Untuk diketahui, Imam Hanafi lahir pada tahun 80 Hijriyah (H) bertepatan dengan 699 Masehi (M) di sebuah kota bernama Kufah. Sejatinya, nama Imam Hanafi adalah Nu'man bin Tsabit bin Marzaban Al-Farisi yang bergelar Al-Imam Al-A'zham.
Saat masih kecil, Imam Hanafi biasa ikut rombongan pedagang minyak dan kain sutra. Bahkan, dia memiliki toko untuk berdagang kain.

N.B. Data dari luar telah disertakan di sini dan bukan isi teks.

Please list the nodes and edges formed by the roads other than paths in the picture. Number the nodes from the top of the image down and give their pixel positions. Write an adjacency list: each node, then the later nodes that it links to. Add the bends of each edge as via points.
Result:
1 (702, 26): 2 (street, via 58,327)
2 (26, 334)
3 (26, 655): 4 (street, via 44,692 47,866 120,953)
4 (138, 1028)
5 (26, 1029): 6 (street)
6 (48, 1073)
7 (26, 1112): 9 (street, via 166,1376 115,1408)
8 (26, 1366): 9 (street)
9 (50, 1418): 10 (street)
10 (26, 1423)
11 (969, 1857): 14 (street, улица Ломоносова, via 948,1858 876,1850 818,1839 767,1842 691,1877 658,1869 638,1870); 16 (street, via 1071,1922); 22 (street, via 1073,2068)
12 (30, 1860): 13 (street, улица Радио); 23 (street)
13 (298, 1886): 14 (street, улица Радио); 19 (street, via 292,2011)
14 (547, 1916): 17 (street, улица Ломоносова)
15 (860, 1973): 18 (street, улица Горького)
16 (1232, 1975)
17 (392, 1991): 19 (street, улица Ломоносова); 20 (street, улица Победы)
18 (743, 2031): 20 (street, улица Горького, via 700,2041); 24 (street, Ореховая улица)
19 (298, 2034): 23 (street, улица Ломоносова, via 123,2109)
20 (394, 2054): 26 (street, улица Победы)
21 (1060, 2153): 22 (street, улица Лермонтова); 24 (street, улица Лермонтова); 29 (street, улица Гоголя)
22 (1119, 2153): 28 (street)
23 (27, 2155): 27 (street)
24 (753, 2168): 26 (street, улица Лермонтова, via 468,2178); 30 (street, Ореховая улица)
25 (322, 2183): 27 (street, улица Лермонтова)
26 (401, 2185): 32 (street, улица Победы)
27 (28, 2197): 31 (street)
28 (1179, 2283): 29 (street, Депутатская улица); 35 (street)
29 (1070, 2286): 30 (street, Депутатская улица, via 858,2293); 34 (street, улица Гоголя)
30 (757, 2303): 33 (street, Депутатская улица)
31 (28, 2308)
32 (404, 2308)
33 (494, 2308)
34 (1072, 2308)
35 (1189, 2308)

Dalam perjalanan waktu, Imam Hanafi yang dikenal sebagai orang yang haus akan ilmu pengetahuan, khususnya dalam ilmu agama, menjadi seorang ahli dalam bidang ilmu fikih dan menguasai bebagai bidang ilmu agama lain, seperti ilmu tauhid, ilmu kalam, ilmu hadis, serta ilmu kesusasteraan dan hikmah. Tak sebatas menguasai banyak ilmu, ia juga dikenal dapat menyelesaikan masalah-masalah sosial keagamaan yang rumit.